It is a feast of colours at the Melbourne’s Ivanhoe Grammar Senior Years and Science Centre. The circular exterior may look conservative where dark timber fins surround the building, but from the main entrance, an astounding revelation of bright colours awaits at its centre.
Ivanhoe Grammar School moved to its current site in 1920. The co-educational school was located in a rural area dotted with gorgeous red river gums. Although suburbanization starts to dominate the surrounding, the school still preserves the characteristic of an Australian native landscape in its campus.
Australian architecture firm McBride Charles Ryan had designed the new Ivanhoe Grammar Senior Years and Science Center which epitomizes the way the school imparts its values of a classical yet well-rounded approach to learning, encompassed with creative artistic imaginations.
McBride Charles Ryan also won the WAN Colour in Architecture Award 2016 because of the impressive utilisation of colour as the core component for the design of this school.
The main features connect the learning spaces to the exterior surroundings. The original masterplan of the circular shaped plan was transformed with an overlay of angular geometry which defines the central courtyards, the light wells and the collage of learning spaces.
This angular geometry breaks up the circular shape, emphasizing the main entrances and differentiating the inner world from the outer world. The inner world is defined as complex, dynamic, expressive and colourful; and the outer world is defined as singular, civic and circular.
Configured Spaces
The architecture is configured in the most unexpected way. Commanding a strong yet understated presence, the black steel framed exterior surfaces with rhythmic fins reflect the surrounding neighbourhood; creating a harmonious connection between the existing building and the environment.

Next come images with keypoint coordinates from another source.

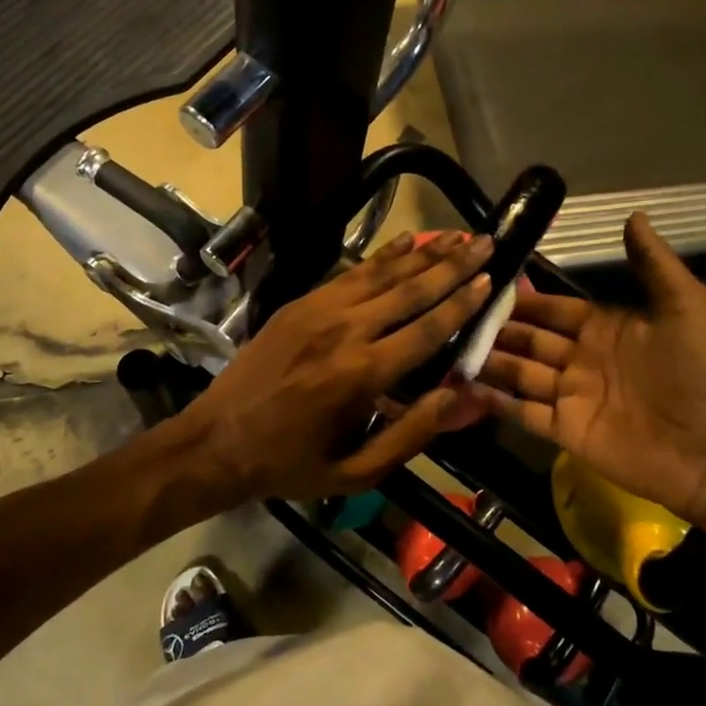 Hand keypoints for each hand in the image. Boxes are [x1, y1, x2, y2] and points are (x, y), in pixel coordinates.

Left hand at [181, 232, 493, 501]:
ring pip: (381, 274)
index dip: (461, 303)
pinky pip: (350, 273)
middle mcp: (343, 331)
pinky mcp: (299, 303)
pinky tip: (405, 242)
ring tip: (457, 234)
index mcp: (361, 374)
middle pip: (410, 290)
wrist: (215, 441)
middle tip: (487, 243)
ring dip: (423, 253)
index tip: (490, 279)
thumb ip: (411, 434)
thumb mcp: (355, 471)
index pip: (425, 329)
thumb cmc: (290, 464)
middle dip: (453, 265)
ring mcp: (317, 311)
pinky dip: (382, 256)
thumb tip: (461, 397)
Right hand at [474, 213, 705, 523]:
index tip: (488, 284)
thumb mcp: (687, 306)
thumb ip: (654, 264)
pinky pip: (524, 412)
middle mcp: (581, 359)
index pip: (553, 309)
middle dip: (497, 329)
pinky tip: (466, 387)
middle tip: (457, 315)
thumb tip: (634, 215)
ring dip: (490, 361)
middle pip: (529, 339)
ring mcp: (571, 396)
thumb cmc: (703, 374)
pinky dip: (496, 401)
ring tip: (451, 347)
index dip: (525, 299)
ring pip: (519, 373)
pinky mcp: (566, 431)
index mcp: (605, 328)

In its most complex and expressive state, the main entrance takes visitors to a whole new journey with a blend of shocking pink, apple green, turquoise and orange; colour-blocked. The zigzag of building orientations including its separate design elements are all put together in a very playful manner. Offsets from negative spaces give shape to planters while seating spaces are put designed to complement the criss-cross puzzle-like layout plan.
Great consideration has been given to the configuration of the learning spaces. Some of the key characteristics include the transparency into and between spaces; a variety of spatial type; interconnectivity and transitions; multiple functionality; flexibility as well as adaptability of the learning spaces.
The central courtyard is truly an inviting space to simply ‘break-away’ from the monotony of classroom-learning. Surrounded by colourful ‘blocks’, the grass patch dotted with colourful seats is considered a happy place for students. The voids within the internal space also create sufficient positive and negative areas to allow the premise to build its visual impact. The spatial quality is clearly defined with unexpected extrusions and recessed walls.
As one walks away into the classrooms and science labs, the colours dissolve into muted tones and slowly to white. The lab for instance is entirely in crisp white with a tiny hint of subtle tones from the exterior fins; visible from the peripheral windows.
The contrast so evident in this building’s language encapsulates the contemporary pedagogical approaches for a well-rounded education. The classic circular form represents the order and certainty of knowledge, while the building’s expressive and complex inner world represents the uncertainty of modern life and scientific understanding, and the necessity of wonder and imagination to see us through.